The difficulty comes at the semantic boundary, where the state-of-the-art in modeling the interaction between distinct languages is still far away from the safe / unsafe portions of Rust. This is an interesting research project, and fits in well with a general trend of cross-language interaction that appears in current research on programming language formalization. However, because it requires formalizing something that includes a C-like language, it's hard to imagine it ever being any simpler than formalizing a C-like language. If you're a user of unsafe code and just want to prove that the unsafe code is "memory-safe" (a somewhat nebulous term), then this helps you out. But if you're going to prove that your entire program is correct, why bother with all of the extra complexity?

Thanks for insightful reply. The difficulties make more sense now. Far as why at the end, the guarantees formal verification give you can far exceed basic, memory safety for common usage. That's why for many verification projects.
To clarify: I was rhetorically asking why one would bother with the complexity of completely verifying a program in Rust rather than C, not why one would want full verification rather than memory safety.
(a) The program had to be written in Rust as part of a whole application or for seemless interoperability

(b) You wanted to avoid problems of C. Opposed to it in general with Rust an option.

(c) Your hardware architecture easily supported Rust's safe subset but not C's model.

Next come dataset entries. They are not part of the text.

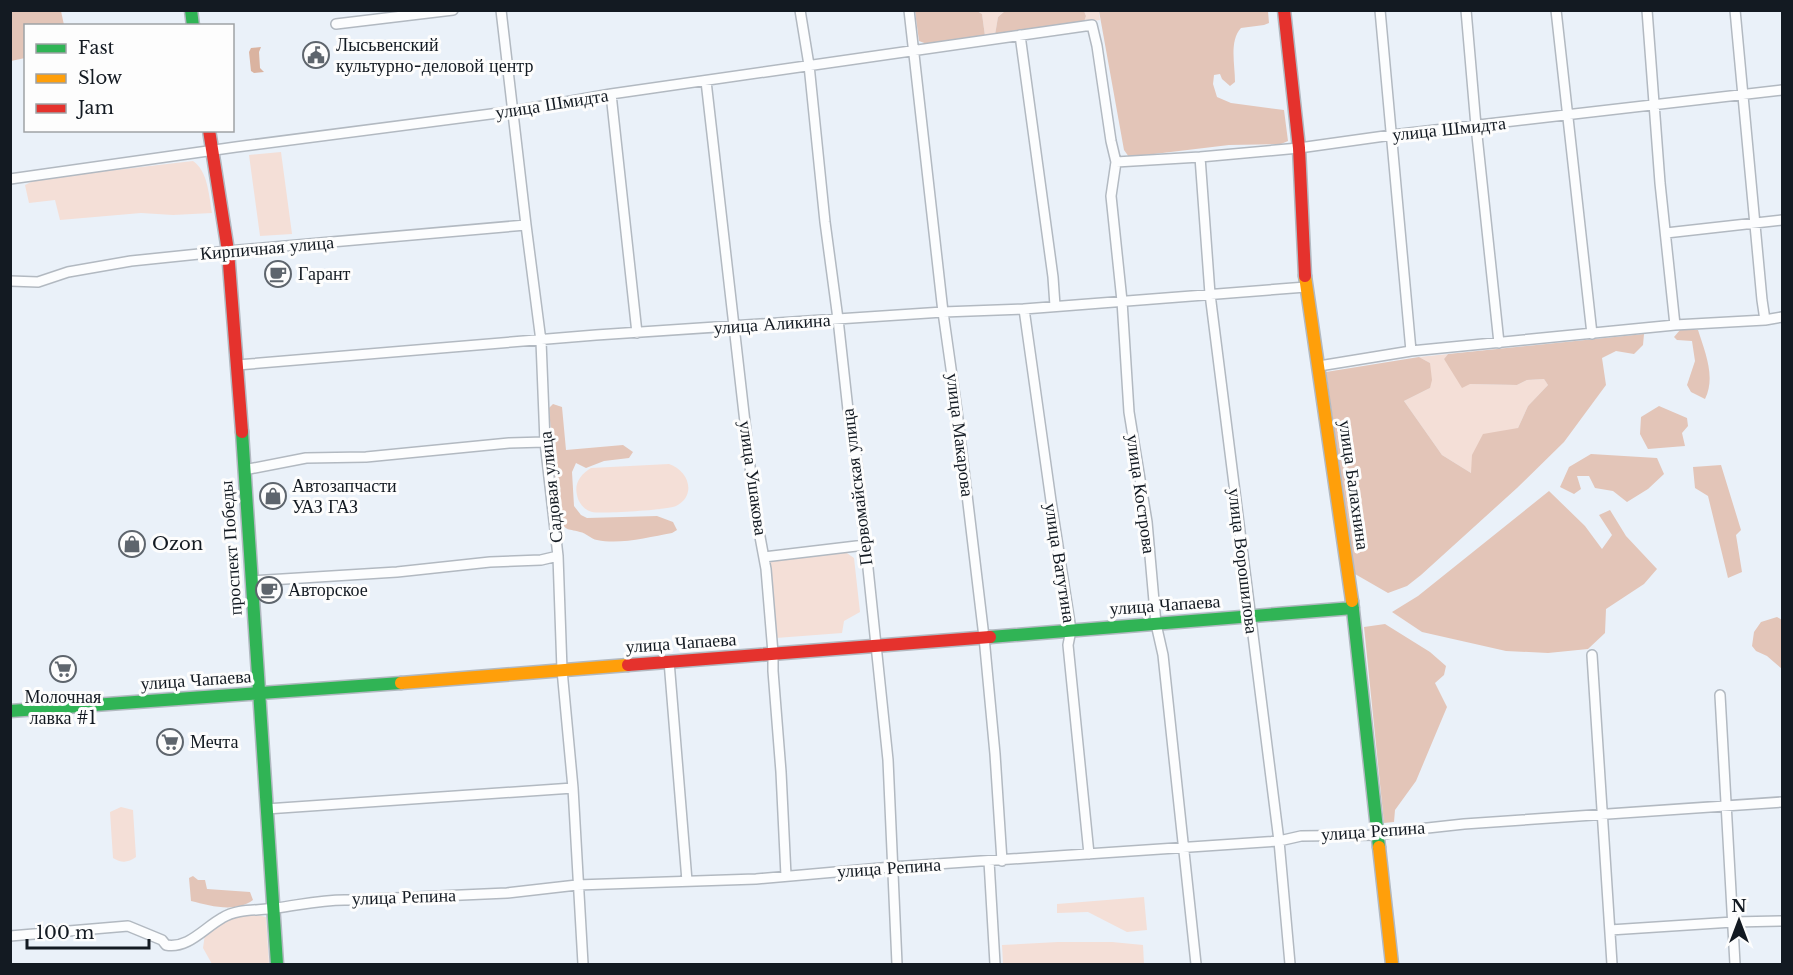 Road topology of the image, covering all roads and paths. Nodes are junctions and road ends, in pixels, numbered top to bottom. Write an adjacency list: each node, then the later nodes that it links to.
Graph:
1 (453, 10): 11 (street)
2 (501, 10): 21 (street, Садовая улица)
3 (800, 10): 15 (street, Первомайская улица)
4 (909, 10): 14 (street, улица Макарова)
5 (1284, 10): 26 (street, улица Балахнина)
6 (1380, 10): 25 (street)
7 (1466, 10): 23 (street)
8 (1556, 10): 22 (street)
9 (1647, 10): 20 (street)
10 (1735, 10): 19 (street)
11 (336, 24)
12 (1092, 25): 13 (street, улица Шмидта); 29 (street, улица Кострова)
13 (1020, 35): 14 (street, улица Шмидта); 40 (street)
14 (914, 50): 15 (street, улица Шмидта); 42 (street, улица Макарова)
15 (809, 65): 16 (street, улица Шмидта); 44 (street, Первомайская улица)
16 (706, 81): 18 (street, улица Шмидта); 47 (street, улица Ушакова)
17 (1782, 90): 19 (street, улица Шмидта)
18 (611, 94): 21 (street, улица Шмидта); 48 (street)
19 (1742, 94): 20 (street, улица Шмидта); 32 (street)
20 (1654, 104): 22 (street, улица Шмидта); 34 (street)
21 (514, 111): 27 (street, улица Шмидта); 33 (street, Садовая улица)
22 (1569, 116): 23 (street, улица Шмидта); 49 (street)
23 (1476, 126): 25 (street, улица Шмидта); 51 (street)
24 (209, 132): 27 (street, проспект Победы)
25 (1392, 135): 26 (street, улица Шмидта); 52 (street)
26 (1299, 148): 28 (street, улица Шмидта); 37 (street, улица Балахнина)
27 (213, 150): 30 (street, улица Шмидта); 35 (street, проспект Победы)
28 (1200, 157): 29 (street, улица Шмидта); 38 (street, улица Ворошилова)
29 (1116, 162): 39 (street, улица Кострова)
30 (10, 179)
31 (1782, 220): 32 (street)
32 (1755, 223): 34 (street); 45 (street)
33 (526, 225): 35 (street, Кирпичная улица); 50 (street, Садовая улица)
34 (1666, 233): 46 (street)
35 (228, 251): 36 (street, Кирпичная улица); 53 (street, проспект Победы)
36 (10, 281)
37 (1306, 287): 38 (street, улица Аликина); 54 (street, улица Балахнина)
38 (1210, 294): 39 (street, улица Аликина); 62 (street, улица Ворошилова)
39 (1122, 301): 40 (street, улица Аликина); 63 (street, улица Кострова)
40 (1055, 306): 41 (street, улица Аликина)
41 (1024, 309): 42 (street, улица Аликина); 64 (street, улица Ватутина)
42 (943, 312): 44 (street, улица Аликина); 65 (street, улица Макарова)
43 (1782, 317): 45 (street)
44 (838, 319): 47 (street, улица Аликина); 57 (street, Первомайская улица)
45 (1765, 320): 46 (street)
46 (1675, 325): 49 (street)
47 (734, 326): 48 (street, улица Аликина); 59 (street, улица Ушакова)
48 (637, 333): 50 (street, улица Аликина)
49 (1592, 334): 51 (street)
50 (541, 341): 53 (street, улица Аликина); 55 (street, Садовая улица)
51 (1498, 343): 52 (street)
52 (1411, 351): 54 (street)
53 (237, 365): 56 (street, проспект Победы)
54 (1318, 366): 61 (street, улица Балахнина)
55 (545, 442): 56 (street); 58 (street, Садовая улица)
56 (244, 470): 60 (street, проспект Победы)
57 (865, 544): 59 (street); 66 (street, Первомайская улица)
58 (558, 555): 60 (street); 70 (street, Садовая улица)
59 (764, 557): 67 (street, улица Ушакова)
60 (252, 581): 71 (street, проспект Победы)
61 (1353, 608): 62 (street, улица Чапаева); 79 (street, улица Балахнина)
62 (1250, 616): 63 (street, улица Чапаева); 80 (street, улица Ворошилова)
63 (1156, 624): 64 (street, улица Чапаева); 81 (street, улица Кострова)
64 (1071, 630): 65 (street, улица Чапаева); 82 (street, улица Ватутина)
65 (984, 637): 66 (street, улица Чапаева); 84 (street, улица Макарова)
66 (875, 646): 67 (street, улица Чапаева); 85 (street, Первомайская улица)
67 (773, 653): 69 (street, улица Чапаева); 86 (street, улица Ушакова)
68 (1592, 655): 78 (street)
69 (669, 662): 70 (street, улица Чапаева); 87 (street)
70 (562, 670): 71 (street, улица Чапаева); 74 (street, Садовая улица)
71 (259, 694): 73 (street, улица Чапаева); 77 (street, проспект Победы)
72 (1720, 695): 76 (street)
73 (10, 711)
74 (573, 788): 77 (street); 88 (street, Садовая улица)
75 (1782, 802): 76 (street, улица Репина)
76 (1725, 805): 78 (street, улица Репина); 91 (street)
77 (266, 808): 89 (street, проспект Победы)
78 (1603, 815): 79 (street, улица Репина); 92 (street)
79 (1379, 835): 80 (street, улица Репина); 100 (street, улица Балахнина)
80 (1279, 841): 81 (street, улица Репина); 99 (street, улица Ворошилова)
81 (1183, 848): 82 (street, улица Репина); 98 (street, улица Кострова)
82 (1089, 854): 84 (street, улица Репина)
83 (988, 861): 84 (street, улица Репина); 85 (street, улица Репина); 97 (street)
84 (1002, 861)
85 (892, 867): 86 (street, улица Репина); 96 (street, Первомайская улица)
86 (786, 876): 87 (street, улица Репина)
87 (687, 881): 88 (street, улица Репина)
88 (577, 885): 89 (street, улица Репина); 95 (street, Садовая улица)
89 (272, 909): 93 (street, улица Репина); 94 (street, проспект Победы)
90 (1782, 921): 91 (street)
91 (1733, 922): 92 (street); 102 (street)
92 (1610, 930): 101 (street)
93 (10, 936)
94 (277, 964)
95 (583, 964)
96 (897, 964)
97 (995, 964)
98 (1196, 964)
99 (1290, 964)
100 (1392, 964)
101 (1612, 964)
102 (1735, 964)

Examples include Burroughs, Ten15, Java CPU, and SAFE (crash-safe.org) CPU's. Edit to say may as I'm not a Rust programmer. C being very unconstrained breaks most of these models.

(d) Others have proven precedents but this is speculative: doing a split between formal verification and type system for safety. A number of projects have done this. A simplifying example is that you model check or verify an abstract design that you code a Rust equivalent to. The semantics helps with the abstraction that knocks out A, B, and C classes of problems. The proven type system of Rust (or SPARK or whatever) is leveraged for X, Y, and Z problem classes. Each method is applied where it's strong.

These are best a quick brainstorm can do at this hour for me. :)

They say it a few different ways on their site. Regardless, it's research, so we'll see if they even figure it out! I hope so, though.